── Material supplied
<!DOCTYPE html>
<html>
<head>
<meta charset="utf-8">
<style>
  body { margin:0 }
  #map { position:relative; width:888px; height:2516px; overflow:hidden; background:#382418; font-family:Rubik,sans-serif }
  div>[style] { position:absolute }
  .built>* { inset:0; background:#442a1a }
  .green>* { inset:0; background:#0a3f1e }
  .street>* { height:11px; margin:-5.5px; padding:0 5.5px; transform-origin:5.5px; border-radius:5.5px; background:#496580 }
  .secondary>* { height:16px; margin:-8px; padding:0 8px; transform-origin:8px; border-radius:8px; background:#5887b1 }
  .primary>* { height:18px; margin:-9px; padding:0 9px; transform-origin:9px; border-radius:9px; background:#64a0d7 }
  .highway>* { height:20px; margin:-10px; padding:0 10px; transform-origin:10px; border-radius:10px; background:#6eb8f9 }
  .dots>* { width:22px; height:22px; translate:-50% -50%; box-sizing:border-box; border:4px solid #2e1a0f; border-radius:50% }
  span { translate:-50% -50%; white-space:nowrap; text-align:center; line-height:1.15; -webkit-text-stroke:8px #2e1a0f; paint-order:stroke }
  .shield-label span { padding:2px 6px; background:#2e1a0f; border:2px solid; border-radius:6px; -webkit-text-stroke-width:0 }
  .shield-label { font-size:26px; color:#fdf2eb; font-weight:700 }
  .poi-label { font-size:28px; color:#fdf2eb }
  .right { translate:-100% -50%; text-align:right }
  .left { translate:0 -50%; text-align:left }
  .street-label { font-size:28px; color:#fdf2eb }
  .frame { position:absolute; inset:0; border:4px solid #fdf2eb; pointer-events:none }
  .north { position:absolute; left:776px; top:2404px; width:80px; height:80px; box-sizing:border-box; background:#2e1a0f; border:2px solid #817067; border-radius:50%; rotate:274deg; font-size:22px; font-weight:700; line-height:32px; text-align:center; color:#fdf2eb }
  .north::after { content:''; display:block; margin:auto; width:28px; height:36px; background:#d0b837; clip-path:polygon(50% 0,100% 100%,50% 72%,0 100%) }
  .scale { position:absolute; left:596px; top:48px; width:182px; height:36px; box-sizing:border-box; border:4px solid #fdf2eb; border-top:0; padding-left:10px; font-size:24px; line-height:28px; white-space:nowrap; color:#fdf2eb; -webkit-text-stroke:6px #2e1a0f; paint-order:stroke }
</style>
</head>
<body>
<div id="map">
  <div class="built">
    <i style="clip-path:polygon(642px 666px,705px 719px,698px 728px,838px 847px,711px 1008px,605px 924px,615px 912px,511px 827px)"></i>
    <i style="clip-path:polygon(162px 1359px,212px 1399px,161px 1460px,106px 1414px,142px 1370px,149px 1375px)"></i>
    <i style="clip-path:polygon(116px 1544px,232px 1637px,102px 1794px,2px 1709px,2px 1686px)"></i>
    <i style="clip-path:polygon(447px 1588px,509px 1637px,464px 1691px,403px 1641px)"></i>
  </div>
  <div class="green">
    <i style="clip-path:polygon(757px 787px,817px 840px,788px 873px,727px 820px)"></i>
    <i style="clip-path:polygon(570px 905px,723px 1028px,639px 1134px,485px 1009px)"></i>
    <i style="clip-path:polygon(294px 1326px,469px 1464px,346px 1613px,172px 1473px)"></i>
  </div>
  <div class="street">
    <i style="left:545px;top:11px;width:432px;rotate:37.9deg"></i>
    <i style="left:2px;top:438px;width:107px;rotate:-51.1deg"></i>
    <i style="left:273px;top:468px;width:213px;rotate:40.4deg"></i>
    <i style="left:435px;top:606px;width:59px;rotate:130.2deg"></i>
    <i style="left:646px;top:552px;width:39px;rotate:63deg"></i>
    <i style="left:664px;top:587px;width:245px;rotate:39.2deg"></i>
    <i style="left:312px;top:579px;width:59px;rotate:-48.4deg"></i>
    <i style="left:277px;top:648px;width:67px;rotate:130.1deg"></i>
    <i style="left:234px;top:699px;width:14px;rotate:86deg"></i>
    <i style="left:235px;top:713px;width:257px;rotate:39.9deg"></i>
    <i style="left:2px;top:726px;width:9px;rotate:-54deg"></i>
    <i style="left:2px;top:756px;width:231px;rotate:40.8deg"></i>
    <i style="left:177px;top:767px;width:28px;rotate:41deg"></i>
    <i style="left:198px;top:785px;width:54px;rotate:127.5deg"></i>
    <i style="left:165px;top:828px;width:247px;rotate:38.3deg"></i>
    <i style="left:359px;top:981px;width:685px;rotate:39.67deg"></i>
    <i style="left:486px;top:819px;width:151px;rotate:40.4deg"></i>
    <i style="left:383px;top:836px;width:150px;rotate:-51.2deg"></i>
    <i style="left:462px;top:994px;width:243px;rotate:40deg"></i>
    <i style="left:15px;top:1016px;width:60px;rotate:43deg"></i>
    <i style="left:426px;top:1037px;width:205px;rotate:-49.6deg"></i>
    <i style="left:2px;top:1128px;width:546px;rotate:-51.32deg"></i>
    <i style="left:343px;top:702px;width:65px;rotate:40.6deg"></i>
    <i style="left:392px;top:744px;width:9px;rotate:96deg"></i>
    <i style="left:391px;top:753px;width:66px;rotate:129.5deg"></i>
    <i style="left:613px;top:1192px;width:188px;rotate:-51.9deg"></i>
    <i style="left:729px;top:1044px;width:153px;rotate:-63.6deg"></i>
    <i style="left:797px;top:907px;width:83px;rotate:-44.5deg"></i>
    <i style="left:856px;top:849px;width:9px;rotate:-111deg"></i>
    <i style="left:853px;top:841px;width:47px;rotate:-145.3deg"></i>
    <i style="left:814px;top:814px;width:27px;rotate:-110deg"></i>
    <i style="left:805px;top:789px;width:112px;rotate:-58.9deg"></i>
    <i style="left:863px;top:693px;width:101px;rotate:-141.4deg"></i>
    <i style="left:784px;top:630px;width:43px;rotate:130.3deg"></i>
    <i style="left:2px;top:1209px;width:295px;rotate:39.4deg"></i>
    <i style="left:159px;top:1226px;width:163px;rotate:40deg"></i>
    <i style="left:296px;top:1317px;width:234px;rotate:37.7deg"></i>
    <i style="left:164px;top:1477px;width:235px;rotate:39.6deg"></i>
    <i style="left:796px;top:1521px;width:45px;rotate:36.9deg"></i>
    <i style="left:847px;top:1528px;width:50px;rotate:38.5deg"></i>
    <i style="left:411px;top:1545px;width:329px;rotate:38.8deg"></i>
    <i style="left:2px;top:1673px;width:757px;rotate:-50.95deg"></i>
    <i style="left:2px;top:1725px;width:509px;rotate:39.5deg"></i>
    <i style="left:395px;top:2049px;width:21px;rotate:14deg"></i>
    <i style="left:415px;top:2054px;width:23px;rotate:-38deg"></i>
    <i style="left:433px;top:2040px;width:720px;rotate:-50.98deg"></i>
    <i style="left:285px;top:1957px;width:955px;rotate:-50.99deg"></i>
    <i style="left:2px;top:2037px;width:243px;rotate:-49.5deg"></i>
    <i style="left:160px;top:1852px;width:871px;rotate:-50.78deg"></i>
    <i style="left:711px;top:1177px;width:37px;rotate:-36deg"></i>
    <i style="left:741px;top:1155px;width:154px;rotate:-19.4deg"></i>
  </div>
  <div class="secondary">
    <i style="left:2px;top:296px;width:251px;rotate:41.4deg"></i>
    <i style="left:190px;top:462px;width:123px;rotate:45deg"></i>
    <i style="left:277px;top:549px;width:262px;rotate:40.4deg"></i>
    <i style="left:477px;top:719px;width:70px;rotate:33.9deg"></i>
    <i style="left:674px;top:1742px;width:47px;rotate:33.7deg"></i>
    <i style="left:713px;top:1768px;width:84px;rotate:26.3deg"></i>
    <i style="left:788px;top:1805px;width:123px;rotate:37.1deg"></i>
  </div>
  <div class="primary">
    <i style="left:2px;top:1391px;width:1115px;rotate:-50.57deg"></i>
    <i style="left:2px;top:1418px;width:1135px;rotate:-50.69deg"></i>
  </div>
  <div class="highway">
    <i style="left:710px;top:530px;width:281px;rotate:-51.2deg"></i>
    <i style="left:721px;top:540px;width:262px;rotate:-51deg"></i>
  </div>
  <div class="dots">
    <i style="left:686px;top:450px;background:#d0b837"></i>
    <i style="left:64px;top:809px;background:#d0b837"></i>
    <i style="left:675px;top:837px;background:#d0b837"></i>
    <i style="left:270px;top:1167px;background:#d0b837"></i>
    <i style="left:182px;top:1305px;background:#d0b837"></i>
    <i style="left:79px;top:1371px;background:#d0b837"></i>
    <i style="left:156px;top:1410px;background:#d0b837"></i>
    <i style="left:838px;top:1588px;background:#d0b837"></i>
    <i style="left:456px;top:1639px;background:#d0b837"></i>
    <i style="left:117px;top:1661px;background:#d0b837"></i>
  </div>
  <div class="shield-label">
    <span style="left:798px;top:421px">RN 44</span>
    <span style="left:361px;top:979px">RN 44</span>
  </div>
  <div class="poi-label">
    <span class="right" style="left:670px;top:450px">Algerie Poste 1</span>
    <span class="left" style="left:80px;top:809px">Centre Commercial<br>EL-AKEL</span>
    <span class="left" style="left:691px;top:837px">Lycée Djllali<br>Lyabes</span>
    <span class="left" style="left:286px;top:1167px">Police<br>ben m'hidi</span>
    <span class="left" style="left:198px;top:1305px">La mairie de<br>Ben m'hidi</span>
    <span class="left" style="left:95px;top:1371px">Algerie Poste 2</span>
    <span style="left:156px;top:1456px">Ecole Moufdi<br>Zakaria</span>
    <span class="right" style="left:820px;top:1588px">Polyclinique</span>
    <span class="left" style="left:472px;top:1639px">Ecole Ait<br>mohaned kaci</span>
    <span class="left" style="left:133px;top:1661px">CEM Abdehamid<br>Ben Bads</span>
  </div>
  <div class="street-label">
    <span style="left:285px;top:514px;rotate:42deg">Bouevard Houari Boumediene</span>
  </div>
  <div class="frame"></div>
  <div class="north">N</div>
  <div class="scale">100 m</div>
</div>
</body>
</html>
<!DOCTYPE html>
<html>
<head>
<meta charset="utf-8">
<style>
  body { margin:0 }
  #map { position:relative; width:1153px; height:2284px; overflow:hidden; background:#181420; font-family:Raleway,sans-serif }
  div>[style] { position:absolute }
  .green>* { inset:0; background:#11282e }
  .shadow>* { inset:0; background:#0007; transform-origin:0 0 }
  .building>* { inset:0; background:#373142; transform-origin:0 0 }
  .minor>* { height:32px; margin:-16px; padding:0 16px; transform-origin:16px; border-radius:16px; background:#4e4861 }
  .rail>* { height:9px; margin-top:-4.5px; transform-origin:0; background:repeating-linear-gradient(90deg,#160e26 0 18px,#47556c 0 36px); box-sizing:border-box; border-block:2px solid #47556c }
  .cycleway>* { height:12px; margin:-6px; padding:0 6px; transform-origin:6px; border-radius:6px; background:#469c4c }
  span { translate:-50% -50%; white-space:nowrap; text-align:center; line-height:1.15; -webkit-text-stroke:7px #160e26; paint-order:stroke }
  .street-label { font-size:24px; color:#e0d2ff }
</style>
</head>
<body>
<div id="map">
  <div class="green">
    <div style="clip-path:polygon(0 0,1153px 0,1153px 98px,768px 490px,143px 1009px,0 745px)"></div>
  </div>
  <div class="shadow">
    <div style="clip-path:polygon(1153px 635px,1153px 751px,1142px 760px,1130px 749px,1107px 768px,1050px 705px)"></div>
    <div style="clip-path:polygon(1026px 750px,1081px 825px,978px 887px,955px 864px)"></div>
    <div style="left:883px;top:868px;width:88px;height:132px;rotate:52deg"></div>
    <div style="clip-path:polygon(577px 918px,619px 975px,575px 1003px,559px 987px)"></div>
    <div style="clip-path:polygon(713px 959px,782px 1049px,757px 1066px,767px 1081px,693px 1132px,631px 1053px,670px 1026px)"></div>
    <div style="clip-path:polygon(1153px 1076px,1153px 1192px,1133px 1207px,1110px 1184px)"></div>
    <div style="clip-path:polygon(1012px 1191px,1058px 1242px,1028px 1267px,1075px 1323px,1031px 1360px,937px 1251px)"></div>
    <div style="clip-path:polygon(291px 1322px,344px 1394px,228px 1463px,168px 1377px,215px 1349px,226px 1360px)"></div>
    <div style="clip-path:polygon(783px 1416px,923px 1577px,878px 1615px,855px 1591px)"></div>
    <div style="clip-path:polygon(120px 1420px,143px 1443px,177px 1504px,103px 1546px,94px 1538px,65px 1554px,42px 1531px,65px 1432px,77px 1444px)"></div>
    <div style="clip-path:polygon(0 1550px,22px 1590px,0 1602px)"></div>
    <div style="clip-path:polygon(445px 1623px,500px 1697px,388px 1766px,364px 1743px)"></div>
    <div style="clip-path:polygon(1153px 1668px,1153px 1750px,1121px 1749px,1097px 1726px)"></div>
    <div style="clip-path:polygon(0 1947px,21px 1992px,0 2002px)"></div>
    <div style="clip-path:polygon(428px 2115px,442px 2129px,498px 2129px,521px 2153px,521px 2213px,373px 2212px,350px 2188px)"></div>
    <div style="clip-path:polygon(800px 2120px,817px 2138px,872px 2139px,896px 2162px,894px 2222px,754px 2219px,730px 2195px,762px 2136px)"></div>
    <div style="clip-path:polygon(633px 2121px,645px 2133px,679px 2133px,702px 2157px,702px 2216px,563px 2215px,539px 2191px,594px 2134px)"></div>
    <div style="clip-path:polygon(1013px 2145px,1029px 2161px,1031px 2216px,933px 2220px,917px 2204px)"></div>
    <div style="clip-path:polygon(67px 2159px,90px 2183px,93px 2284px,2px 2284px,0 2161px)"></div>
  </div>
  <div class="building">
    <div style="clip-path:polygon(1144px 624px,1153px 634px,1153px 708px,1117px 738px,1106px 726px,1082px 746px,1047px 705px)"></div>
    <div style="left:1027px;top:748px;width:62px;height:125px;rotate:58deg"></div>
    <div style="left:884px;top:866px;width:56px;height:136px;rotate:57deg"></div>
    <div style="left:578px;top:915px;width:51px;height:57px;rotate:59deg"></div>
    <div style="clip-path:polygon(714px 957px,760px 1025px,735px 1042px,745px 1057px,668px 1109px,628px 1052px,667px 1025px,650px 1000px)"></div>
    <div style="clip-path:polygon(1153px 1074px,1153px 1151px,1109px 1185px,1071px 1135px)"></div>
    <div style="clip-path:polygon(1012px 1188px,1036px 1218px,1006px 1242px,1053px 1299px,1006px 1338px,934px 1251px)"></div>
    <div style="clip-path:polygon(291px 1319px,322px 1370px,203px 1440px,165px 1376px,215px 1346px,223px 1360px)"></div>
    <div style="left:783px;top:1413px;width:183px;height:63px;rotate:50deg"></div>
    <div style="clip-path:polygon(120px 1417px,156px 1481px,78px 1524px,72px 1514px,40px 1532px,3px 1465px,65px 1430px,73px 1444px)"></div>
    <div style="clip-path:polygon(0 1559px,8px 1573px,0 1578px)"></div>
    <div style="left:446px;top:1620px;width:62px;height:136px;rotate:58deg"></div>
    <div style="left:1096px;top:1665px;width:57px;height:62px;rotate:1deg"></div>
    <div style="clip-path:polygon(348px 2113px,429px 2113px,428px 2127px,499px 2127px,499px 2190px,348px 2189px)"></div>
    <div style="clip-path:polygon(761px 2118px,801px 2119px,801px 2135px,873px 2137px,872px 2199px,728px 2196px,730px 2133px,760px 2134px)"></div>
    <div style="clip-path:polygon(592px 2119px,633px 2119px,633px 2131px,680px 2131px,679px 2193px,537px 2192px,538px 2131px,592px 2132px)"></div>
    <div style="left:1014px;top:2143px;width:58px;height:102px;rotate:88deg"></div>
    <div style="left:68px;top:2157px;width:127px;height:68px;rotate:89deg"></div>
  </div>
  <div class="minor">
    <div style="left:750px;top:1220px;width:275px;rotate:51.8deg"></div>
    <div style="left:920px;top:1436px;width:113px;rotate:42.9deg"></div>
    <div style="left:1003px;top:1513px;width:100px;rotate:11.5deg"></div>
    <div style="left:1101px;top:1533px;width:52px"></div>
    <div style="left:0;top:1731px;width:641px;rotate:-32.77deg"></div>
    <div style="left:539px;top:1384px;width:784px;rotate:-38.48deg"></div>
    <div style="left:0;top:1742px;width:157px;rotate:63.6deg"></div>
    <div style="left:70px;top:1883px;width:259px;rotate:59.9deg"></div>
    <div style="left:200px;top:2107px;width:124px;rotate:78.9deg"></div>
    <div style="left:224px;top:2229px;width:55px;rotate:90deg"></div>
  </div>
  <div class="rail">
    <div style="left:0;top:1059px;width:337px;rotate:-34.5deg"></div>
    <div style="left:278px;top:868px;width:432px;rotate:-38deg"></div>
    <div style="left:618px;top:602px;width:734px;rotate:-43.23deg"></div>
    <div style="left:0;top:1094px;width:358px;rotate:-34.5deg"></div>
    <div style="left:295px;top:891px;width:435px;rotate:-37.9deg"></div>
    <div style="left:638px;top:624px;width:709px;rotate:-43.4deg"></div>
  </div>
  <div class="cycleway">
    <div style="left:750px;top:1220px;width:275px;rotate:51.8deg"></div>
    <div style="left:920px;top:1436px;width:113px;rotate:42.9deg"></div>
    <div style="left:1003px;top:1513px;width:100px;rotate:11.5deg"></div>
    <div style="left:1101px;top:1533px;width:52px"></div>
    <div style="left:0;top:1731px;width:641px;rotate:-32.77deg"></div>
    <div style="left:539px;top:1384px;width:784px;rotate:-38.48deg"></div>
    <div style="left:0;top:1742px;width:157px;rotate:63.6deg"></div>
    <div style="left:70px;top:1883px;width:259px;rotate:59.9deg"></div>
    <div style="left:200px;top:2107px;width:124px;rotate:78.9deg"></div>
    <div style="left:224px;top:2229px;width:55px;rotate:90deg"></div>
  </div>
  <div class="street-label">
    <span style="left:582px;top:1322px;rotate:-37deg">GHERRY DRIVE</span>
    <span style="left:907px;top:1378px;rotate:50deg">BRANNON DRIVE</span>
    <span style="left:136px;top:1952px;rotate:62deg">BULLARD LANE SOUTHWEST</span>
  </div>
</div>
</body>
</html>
────
§ **Exercise brief**
The first line of the entries above marks where to begin; repeat each line exactly through the one that contains "width:22px; height:22px; translate:-50%", and include that line.

§ **Task result**
<!DOCTYPE html>
<html>
<head>
<meta charset="utf-8">
<style>
  body { margin:0 }
  #map { position:relative; width:888px; height:2516px; overflow:hidden; background:#382418; font-family:Rubik,sans-serif }
  div>[style] { position:absolute }
  .built>* { inset:0; background:#442a1a }
  .green>* { inset:0; background:#0a3f1e }
  .street>* { height:11px; margin:-5.5px; padding:0 5.5px; transform-origin:5.5px; border-radius:5.5px; background:#496580 }
  .secondary>* { height:16px; margin:-8px; padding:0 8px; transform-origin:8px; border-radius:8px; background:#5887b1 }
  .primary>* { height:18px; margin:-9px; padding:0 9px; transform-origin:9px; border-radius:9px; background:#64a0d7 }
  .highway>* { height:20px; margin:-10px; padding:0 10px; transform-origin:10px; border-radius:10px; background:#6eb8f9 }
  .dots>* { width:22px; height:22px; translate:-50% -50%; box-sizing:border-box; border:4px solid #2e1a0f; border-radius:50% }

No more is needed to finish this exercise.